Ainda assim, prevê-se que 21 países alcancem um crescimento superior a 5% em 2025 e que 13 das 20 economias em maior crescimento no mundo estejam em África.
Os números refletem "uma resiliência forjada por ganhos arduamente conquistados através de reformas internas eficazes, diversificação e gestão macroeconómica melhorada na última década", indicou o presidente do BAD, Akinwumi Adesina, numa nota introdutória.
O 25.º relatório de Perspetivas Económicas Africanas (AEO, sigla inglesa) foi elaborado "num cenário de circunstâncias globais sem precedentes", acrescentou, considerando o mês de abril como um ponto de viragem, com "mudanças sísmicas nas políticas comerciais das principais economias, com ramificações significativas para a ordem comercial global".
Os efeitos vão ter impacto no crescimento de África.
"Os principais parceiros de desenvolvimento anunciaram cortes significativos na ajuda, principalmente por causa de mudanças de prioridades" das suas políticas internas.
Um cenário que "criará, sem dúvida, uma escassez de financiamento para os países de baixo rendimento, especialmente os de África, que dependem fortemente da assistência internacional ao desenvolvimento", vaticinou Adesina, para referir, logo depois, que África "não é pobre --- é um continente rico em recursos, mas subutilizados".
O AEO foi publicado hoje, durante as reuniões anuais do BAD que decorrem em Abidjan, Costa do Marfim, cujo tema central é dedicado à mobilização dos recursos do continente, libertando-o de dependência externa.
"África pode mobilizar mais 1,43 biliões de dólares (1,26 biliões de euros) em recursos nacionais das suas diversas formas de capital --- fiscal, natural, financeiro, empresarial e humano --- para acelerar o crescimento inclusivo e sustentável. Isto excede a estimativa de défice financeiro anual de 1,3 biliões de dólares (1,15 biliões de dólares) para que África atinja os Objetivos de Desenvolvimento Sustentável até 2030", acrescentou.
A chave, tal como referido em relatórios anteriores, reside em cada país alargar a base de receitas, combater a corrupção, conter as fugas de recursos, formalizar o setor informal e aumentar a eficiência das despesas públicas.
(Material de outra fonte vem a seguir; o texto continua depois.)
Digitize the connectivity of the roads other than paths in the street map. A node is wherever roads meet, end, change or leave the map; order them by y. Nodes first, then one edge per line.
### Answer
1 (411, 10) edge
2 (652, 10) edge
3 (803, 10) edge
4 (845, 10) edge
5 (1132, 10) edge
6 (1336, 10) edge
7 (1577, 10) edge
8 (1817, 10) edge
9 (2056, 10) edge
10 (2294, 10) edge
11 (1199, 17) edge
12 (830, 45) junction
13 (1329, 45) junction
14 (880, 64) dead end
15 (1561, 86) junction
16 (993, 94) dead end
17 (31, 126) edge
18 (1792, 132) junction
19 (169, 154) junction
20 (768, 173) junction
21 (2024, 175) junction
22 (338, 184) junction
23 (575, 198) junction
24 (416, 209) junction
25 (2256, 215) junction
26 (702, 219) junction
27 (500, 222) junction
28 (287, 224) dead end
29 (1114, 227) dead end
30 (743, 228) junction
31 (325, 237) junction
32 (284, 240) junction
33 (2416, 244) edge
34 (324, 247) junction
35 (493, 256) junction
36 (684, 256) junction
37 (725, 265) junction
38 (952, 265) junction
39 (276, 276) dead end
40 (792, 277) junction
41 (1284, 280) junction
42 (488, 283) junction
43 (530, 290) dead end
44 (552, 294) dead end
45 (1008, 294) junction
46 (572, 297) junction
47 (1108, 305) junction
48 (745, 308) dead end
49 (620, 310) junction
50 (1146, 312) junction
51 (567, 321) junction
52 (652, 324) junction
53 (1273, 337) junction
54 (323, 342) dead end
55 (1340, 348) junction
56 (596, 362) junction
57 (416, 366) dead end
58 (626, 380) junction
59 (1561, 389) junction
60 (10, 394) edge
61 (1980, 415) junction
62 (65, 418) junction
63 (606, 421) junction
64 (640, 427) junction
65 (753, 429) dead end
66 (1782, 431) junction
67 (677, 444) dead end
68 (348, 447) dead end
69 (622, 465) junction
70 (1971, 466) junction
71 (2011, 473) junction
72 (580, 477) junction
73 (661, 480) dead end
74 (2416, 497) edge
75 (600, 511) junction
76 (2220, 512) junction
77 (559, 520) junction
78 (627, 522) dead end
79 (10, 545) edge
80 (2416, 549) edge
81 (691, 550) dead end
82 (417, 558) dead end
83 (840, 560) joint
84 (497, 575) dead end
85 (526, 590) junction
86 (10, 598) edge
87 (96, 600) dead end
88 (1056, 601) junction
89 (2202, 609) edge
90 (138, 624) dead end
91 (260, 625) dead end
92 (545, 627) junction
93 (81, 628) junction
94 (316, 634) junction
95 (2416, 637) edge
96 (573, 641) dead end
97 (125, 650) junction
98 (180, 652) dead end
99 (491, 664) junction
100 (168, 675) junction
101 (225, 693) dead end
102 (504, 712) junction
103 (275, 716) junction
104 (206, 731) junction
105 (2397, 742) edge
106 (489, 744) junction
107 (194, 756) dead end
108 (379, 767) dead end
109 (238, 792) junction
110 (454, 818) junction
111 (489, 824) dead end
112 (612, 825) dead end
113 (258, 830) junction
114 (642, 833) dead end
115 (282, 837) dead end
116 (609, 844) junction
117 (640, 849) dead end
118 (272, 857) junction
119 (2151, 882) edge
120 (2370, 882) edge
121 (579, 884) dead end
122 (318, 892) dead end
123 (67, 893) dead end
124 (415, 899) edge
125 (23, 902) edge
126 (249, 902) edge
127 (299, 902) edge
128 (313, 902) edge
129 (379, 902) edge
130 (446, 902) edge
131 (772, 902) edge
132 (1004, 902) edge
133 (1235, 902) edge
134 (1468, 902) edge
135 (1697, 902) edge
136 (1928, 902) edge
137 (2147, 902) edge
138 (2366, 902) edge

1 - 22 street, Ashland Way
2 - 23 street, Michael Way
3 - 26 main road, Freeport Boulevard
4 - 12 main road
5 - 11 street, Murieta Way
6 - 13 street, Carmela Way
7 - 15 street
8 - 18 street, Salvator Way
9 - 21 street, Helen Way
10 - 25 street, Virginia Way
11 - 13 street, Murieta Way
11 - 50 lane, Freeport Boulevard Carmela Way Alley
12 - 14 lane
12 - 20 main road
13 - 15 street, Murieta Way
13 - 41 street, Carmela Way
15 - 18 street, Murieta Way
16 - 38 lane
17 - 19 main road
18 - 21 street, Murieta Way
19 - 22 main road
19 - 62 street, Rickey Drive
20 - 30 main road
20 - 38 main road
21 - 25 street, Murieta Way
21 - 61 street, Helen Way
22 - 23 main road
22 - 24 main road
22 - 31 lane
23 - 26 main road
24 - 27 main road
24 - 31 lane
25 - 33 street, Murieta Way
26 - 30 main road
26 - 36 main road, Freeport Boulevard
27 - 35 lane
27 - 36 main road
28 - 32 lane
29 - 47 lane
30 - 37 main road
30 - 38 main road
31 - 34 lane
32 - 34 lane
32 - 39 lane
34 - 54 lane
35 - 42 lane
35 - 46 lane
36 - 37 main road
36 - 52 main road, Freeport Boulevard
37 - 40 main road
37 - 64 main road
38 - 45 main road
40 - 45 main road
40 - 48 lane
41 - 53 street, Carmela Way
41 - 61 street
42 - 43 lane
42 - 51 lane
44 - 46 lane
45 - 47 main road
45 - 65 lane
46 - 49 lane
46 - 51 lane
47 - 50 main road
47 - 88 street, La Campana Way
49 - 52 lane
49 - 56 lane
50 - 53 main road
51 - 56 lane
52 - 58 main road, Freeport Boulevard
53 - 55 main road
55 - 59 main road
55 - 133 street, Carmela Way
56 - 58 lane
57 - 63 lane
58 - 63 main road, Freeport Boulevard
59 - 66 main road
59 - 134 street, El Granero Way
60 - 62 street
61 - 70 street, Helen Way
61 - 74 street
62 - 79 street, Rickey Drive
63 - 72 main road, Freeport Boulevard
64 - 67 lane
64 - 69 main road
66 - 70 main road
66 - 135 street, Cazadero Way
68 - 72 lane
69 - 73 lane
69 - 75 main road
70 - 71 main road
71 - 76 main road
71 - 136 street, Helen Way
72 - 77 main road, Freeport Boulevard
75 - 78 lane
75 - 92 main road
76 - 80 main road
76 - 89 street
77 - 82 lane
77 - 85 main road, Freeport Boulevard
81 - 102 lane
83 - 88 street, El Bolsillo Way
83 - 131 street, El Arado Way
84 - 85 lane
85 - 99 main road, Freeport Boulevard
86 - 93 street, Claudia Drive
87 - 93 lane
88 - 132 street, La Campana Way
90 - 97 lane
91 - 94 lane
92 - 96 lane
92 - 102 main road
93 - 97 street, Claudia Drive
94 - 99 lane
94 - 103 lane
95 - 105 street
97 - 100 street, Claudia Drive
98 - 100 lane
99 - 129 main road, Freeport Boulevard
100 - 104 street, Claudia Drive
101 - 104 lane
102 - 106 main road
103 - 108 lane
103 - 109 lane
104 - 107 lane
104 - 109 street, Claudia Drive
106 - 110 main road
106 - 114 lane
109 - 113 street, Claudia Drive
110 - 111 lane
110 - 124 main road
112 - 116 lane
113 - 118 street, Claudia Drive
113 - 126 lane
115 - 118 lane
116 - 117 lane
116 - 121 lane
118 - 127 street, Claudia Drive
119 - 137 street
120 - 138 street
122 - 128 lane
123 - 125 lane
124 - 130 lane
O relatório do BAD destaca ainda o poder transformador da diáspora africana crescente.
"Há dinheiro em África, é preciso é mobilizá-lo. É urgente a mobilização de receitas domésticas", referiu Kevin Urama, economista chefe do BAD, no lançamento ao AEO 2025.
"Precisamos mesmo de comprar palitos à China", perguntou a uma plateia composta por economistas e dirigentes de diversos países.
Entre outros pontos, insistiu na necessidade de integração económica e de mercados no continente.
"Não há integração enquanto não nos podermos mexer de um lado para o outro", numa alusão às fronteiras, "ou enquanto for mais barato voar para o estrangeiro" do que dentro do continente, referiu.